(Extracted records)
______

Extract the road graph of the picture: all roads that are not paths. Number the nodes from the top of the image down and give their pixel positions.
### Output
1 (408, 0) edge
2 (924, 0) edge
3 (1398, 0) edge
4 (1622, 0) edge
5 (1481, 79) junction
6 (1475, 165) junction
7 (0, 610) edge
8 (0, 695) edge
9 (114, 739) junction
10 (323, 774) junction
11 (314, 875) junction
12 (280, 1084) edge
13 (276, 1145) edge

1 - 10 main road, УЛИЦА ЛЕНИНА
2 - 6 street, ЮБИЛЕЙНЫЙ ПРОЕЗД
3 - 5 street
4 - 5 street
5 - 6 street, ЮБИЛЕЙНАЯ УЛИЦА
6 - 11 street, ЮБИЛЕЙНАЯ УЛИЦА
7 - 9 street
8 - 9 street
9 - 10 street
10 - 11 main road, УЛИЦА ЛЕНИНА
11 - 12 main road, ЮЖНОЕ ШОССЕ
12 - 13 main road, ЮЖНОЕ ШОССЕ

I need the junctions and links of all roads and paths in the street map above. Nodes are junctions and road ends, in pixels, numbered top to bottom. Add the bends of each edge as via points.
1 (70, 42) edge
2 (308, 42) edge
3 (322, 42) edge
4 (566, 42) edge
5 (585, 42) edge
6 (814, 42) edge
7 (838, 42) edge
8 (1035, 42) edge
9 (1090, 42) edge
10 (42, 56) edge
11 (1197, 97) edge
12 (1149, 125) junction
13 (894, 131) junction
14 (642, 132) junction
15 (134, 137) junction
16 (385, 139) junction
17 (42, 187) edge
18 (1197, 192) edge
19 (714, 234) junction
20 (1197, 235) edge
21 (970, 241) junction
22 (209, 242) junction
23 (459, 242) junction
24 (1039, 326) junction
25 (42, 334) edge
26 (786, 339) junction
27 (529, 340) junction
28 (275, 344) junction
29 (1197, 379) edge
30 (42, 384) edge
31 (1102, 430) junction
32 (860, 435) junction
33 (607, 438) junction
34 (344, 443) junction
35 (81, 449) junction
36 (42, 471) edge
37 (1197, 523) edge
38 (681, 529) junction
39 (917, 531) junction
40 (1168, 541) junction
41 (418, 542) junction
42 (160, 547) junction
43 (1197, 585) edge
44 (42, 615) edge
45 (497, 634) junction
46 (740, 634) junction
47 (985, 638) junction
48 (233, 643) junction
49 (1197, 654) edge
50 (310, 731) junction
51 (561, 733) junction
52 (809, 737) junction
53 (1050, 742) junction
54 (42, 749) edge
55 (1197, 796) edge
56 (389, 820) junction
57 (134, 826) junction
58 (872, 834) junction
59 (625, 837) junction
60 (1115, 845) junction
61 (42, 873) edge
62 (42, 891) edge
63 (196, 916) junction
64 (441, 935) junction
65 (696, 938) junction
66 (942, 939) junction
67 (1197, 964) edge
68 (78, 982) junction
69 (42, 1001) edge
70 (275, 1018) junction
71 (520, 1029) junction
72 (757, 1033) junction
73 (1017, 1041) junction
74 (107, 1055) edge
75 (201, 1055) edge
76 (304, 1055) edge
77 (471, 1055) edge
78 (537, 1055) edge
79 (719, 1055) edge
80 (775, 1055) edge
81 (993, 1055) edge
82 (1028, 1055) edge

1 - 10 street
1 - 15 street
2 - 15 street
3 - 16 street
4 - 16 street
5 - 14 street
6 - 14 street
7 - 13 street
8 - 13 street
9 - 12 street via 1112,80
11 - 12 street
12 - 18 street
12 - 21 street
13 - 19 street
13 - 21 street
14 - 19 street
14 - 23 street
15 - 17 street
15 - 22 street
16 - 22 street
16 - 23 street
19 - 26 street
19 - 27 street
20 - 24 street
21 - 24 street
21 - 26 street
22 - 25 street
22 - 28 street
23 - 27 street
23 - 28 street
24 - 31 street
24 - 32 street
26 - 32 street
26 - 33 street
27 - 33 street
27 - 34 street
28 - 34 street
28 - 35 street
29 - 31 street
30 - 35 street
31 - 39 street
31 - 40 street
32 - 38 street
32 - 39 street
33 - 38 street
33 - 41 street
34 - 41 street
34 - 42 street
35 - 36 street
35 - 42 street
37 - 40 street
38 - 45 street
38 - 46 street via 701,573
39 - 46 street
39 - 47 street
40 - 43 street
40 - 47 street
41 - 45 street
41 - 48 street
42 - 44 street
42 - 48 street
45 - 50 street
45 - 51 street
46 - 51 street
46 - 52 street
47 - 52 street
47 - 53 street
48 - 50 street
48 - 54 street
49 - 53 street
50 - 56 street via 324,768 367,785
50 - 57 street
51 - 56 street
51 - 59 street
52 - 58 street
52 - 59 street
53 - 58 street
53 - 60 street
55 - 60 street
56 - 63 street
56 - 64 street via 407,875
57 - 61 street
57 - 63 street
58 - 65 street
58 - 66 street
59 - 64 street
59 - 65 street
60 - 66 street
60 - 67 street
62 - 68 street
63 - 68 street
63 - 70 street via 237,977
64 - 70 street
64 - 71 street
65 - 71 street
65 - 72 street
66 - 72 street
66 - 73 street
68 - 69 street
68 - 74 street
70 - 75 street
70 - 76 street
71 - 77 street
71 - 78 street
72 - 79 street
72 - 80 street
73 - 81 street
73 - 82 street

______

### What is expected
The reply should be a precise retyping of all the data.

### Exercise solution
Extract the road graph of the picture: all roads that are not paths. Number the nodes from the top of the image down and give their pixel positions.
### Output
1 (408, 0) edge
2 (924, 0) edge
3 (1398, 0) edge
4 (1622, 0) edge
5 (1481, 79) junction
6 (1475, 165) junction
7 (0, 610) edge
8 (0, 695) edge
9 (114, 739) junction
10 (323, 774) junction
11 (314, 875) junction
12 (280, 1084) edge
13 (276, 1145) edge

1 - 10 main road, УЛИЦА ЛЕНИНА
2 - 6 street, ЮБИЛЕЙНЫЙ ПРОЕЗД
3 - 5 street
4 - 5 street
5 - 6 street, ЮБИЛЕЙНАЯ УЛИЦА
6 - 11 street, ЮБИЛЕЙНАЯ УЛИЦА
7 - 9 street
8 - 9 street
9 - 10 street
10 - 11 main road, УЛИЦА ЛЕНИНА
11 - 12 main road, ЮЖНОЕ ШОССЕ
12 - 13 main road, ЮЖНОЕ ШОССЕ

I need the junctions and links of all roads and paths in the street map above. Nodes are junctions and road ends, in pixels, numbered top to bottom. Add the bends of each edge as via points.
1 (70, 42) edge
2 (308, 42) edge
3 (322, 42) edge
4 (566, 42) edge
5 (585, 42) edge
6 (814, 42) edge
7 (838, 42) edge
8 (1035, 42) edge
9 (1090, 42) edge
10 (42, 56) edge
11 (1197, 97) edge
12 (1149, 125) junction
13 (894, 131) junction
14 (642, 132) junction
15 (134, 137) junction
16 (385, 139) junction
17 (42, 187) edge
18 (1197, 192) edge
19 (714, 234) junction
20 (1197, 235) edge
21 (970, 241) junction
22 (209, 242) junction
23 (459, 242) junction
24 (1039, 326) junction
25 (42, 334) edge
26 (786, 339) junction
27 (529, 340) junction
28 (275, 344) junction
29 (1197, 379) edge
30 (42, 384) edge
31 (1102, 430) junction
32 (860, 435) junction
33 (607, 438) junction
34 (344, 443) junction
35 (81, 449) junction
36 (42, 471) edge
37 (1197, 523) edge
38 (681, 529) junction
39 (917, 531) junction
40 (1168, 541) junction
41 (418, 542) junction
42 (160, 547) junction
43 (1197, 585) edge
44 (42, 615) edge
45 (497, 634) junction
46 (740, 634) junction
47 (985, 638) junction
48 (233, 643) junction
49 (1197, 654) edge
50 (310, 731) junction
51 (561, 733) junction
52 (809, 737) junction
53 (1050, 742) junction
54 (42, 749) edge
55 (1197, 796) edge
56 (389, 820) junction
57 (134, 826) junction
58 (872, 834) junction
59 (625, 837) junction
60 (1115, 845) junction
61 (42, 873) edge
62 (42, 891) edge
63 (196, 916) junction
64 (441, 935) junction
65 (696, 938) junction
66 (942, 939) junction
67 (1197, 964) edge
68 (78, 982) junction
69 (42, 1001) edge
70 (275, 1018) junction
71 (520, 1029) junction
72 (757, 1033) junction
73 (1017, 1041) junction
74 (107, 1055) edge
75 (201, 1055) edge
76 (304, 1055) edge
77 (471, 1055) edge
78 (537, 1055) edge
79 (719, 1055) edge
80 (775, 1055) edge
81 (993, 1055) edge
82 (1028, 1055) edge

1 - 10 street
1 - 15 street
2 - 15 street
3 - 16 street
4 - 16 street
5 - 14 street
6 - 14 street
7 - 13 street
8 - 13 street
9 - 12 street via 1112,80
11 - 12 street
12 - 18 street
12 - 21 street
13 - 19 street
13 - 21 street
14 - 19 street
14 - 23 street
15 - 17 street
15 - 22 street
16 - 22 street
16 - 23 street
19 - 26 street
19 - 27 street
20 - 24 street
21 - 24 street
21 - 26 street
22 - 25 street
22 - 28 street
23 - 27 street
23 - 28 street
24 - 31 street
24 - 32 street
26 - 32 street
26 - 33 street
27 - 33 street
27 - 34 street
28 - 34 street
28 - 35 street
29 - 31 street
30 - 35 street
31 - 39 street
31 - 40 street
32 - 38 street
32 - 39 street
33 - 38 street
33 - 41 street
34 - 41 street
34 - 42 street
35 - 36 street
35 - 42 street
37 - 40 street
38 - 45 street
38 - 46 street via 701,573
39 - 46 street
39 - 47 street
40 - 43 street
40 - 47 street
41 - 45 street
41 - 48 street
42 - 44 street
42 - 48 street
45 - 50 street
45 - 51 street
46 - 51 street
46 - 52 street
47 - 52 street
47 - 53 street
48 - 50 street
48 - 54 street
49 - 53 street
50 - 56 street via 324,768 367,785
50 - 57 street
51 - 56 street
51 - 59 street
52 - 58 street
52 - 59 street
53 - 58 street
53 - 60 street
55 - 60 street
56 - 63 street
56 - 64 street via 407,875
57 - 61 street
57 - 63 street
58 - 65 street
58 - 66 street
59 - 64 street
59 - 65 street
60 - 66 street
60 - 67 street
62 - 68 street
63 - 68 street
63 - 70 street via 237,977
64 - 70 street
64 - 71 street
65 - 71 street
65 - 72 street
66 - 72 street
66 - 73 street
68 - 69 street
68 - 74 street
70 - 75 street
70 - 76 street
71 - 77 street
71 - 78 street
72 - 79 street
72 - 80 street
73 - 81 street
73 - 82 street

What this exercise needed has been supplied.